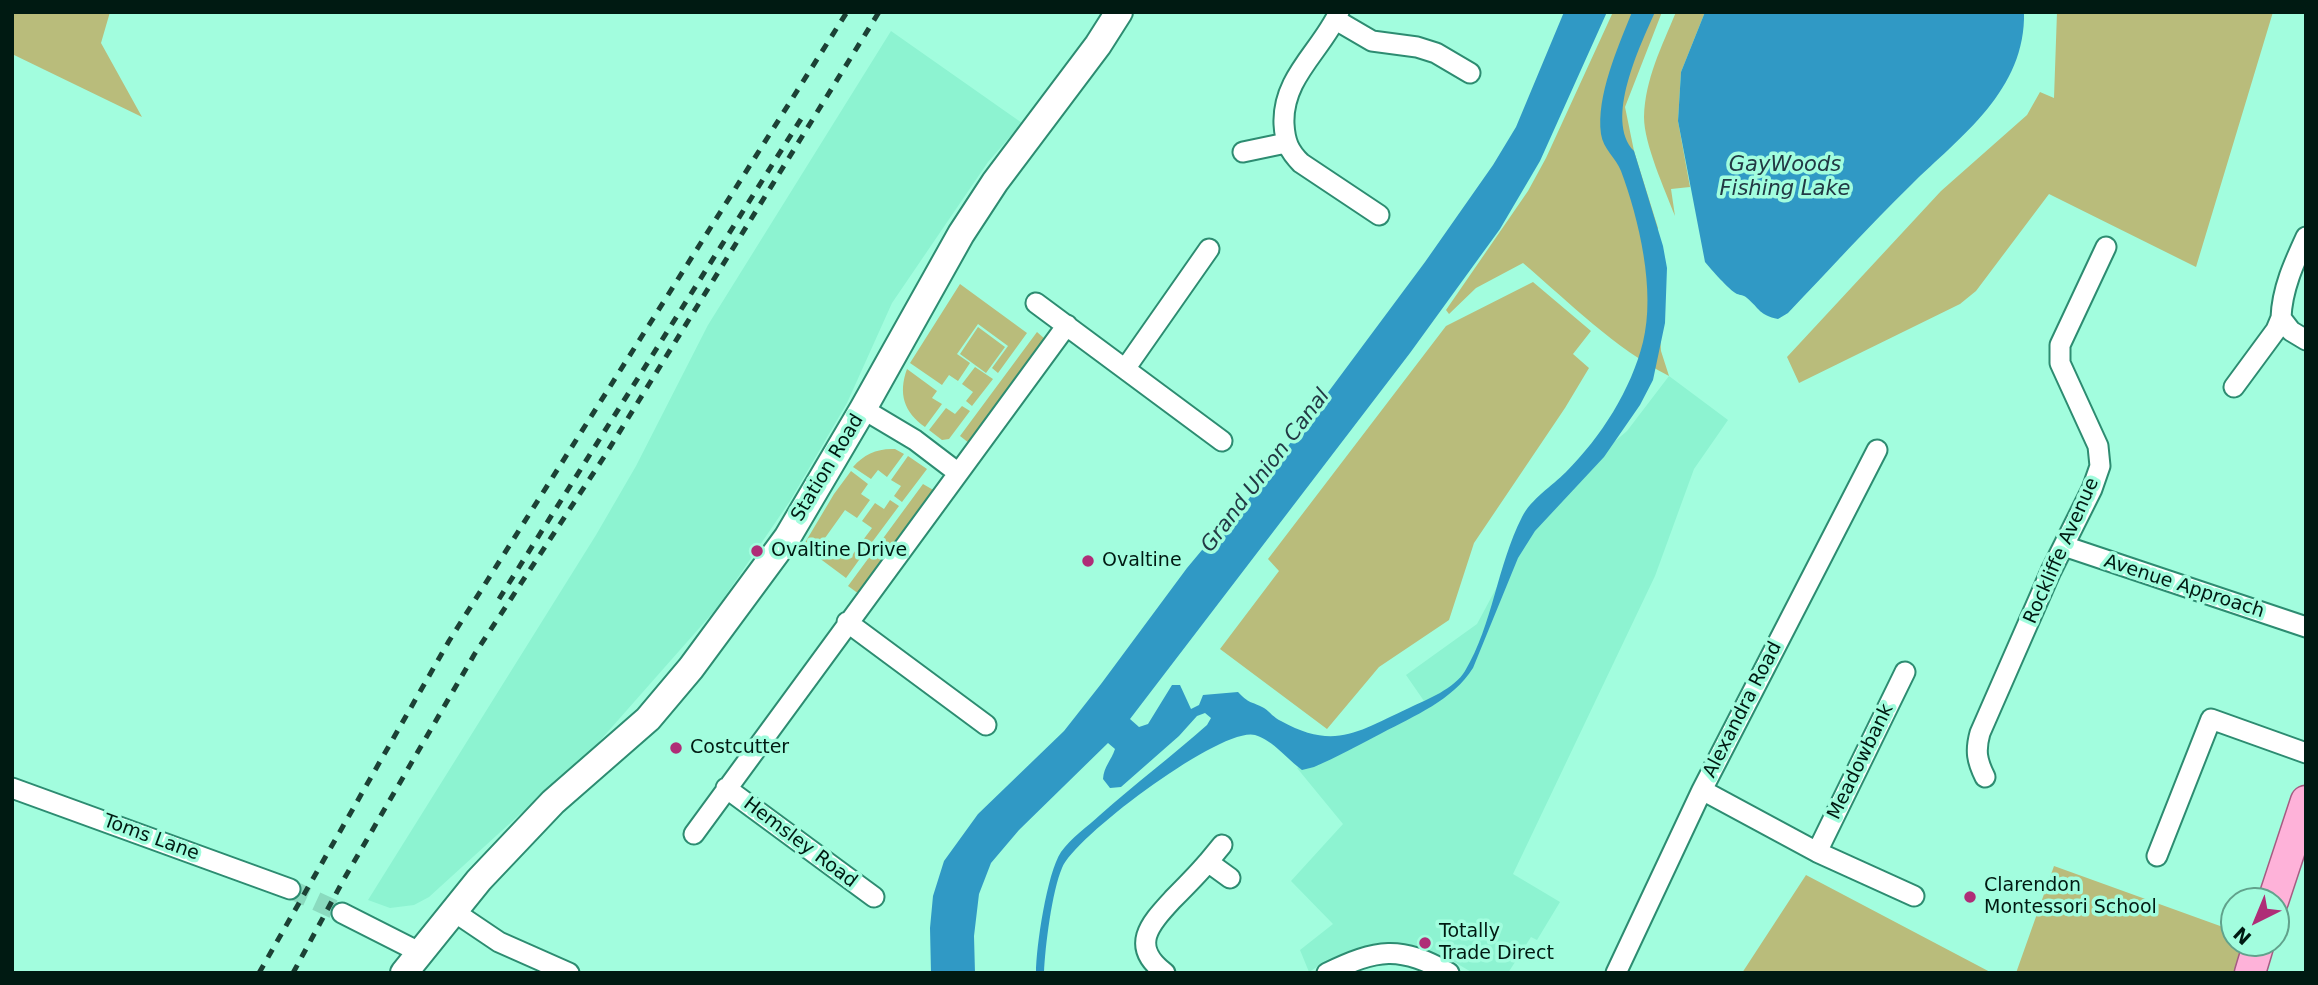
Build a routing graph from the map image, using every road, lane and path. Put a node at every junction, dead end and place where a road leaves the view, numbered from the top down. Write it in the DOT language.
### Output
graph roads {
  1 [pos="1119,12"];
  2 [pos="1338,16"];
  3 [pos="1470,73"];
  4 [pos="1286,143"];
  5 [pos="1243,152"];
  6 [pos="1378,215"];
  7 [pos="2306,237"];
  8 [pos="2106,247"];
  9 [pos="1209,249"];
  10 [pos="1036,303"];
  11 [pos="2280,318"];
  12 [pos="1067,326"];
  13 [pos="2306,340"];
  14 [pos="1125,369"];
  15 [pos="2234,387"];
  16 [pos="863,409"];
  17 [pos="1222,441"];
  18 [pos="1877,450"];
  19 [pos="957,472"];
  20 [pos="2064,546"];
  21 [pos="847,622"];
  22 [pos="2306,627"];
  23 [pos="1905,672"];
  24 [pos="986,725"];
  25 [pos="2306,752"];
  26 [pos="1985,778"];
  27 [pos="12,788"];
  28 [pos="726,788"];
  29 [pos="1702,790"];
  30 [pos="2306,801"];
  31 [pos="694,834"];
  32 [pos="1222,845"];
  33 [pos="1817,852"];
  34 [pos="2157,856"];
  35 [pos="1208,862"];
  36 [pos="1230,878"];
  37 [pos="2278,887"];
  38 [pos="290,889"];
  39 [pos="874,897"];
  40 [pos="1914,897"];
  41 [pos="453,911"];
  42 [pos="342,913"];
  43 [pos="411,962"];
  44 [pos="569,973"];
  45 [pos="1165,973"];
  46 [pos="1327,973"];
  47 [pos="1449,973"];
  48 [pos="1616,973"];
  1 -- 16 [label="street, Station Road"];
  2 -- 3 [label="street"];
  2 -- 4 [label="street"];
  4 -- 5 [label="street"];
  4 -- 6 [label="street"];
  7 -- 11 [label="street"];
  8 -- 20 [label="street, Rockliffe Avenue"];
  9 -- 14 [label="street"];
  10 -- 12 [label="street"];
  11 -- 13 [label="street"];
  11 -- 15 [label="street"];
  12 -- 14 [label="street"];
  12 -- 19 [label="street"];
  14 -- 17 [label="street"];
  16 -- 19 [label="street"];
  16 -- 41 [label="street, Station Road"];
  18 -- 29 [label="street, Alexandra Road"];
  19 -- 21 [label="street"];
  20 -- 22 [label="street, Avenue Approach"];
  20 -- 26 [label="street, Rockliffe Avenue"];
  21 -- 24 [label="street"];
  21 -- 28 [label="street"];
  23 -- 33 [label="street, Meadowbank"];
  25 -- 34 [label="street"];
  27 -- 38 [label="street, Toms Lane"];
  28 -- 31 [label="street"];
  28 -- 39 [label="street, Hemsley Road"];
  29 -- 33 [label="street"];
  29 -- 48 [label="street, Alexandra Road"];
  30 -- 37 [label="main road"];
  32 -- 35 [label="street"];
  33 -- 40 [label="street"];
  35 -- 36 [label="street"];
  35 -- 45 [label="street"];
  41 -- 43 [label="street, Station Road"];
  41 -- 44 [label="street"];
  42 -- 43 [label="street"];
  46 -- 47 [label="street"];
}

→ **ABOUT THIS EXERCISE**
Go through the listing, and whenever a line contains the string "Rockliffe", copy that line.

→ **RESPONSE BOX**
  8 -- 20 [label="street, Rockliffe Avenue"];
  20 -- 26 [label="street, Rockliffe Avenue"];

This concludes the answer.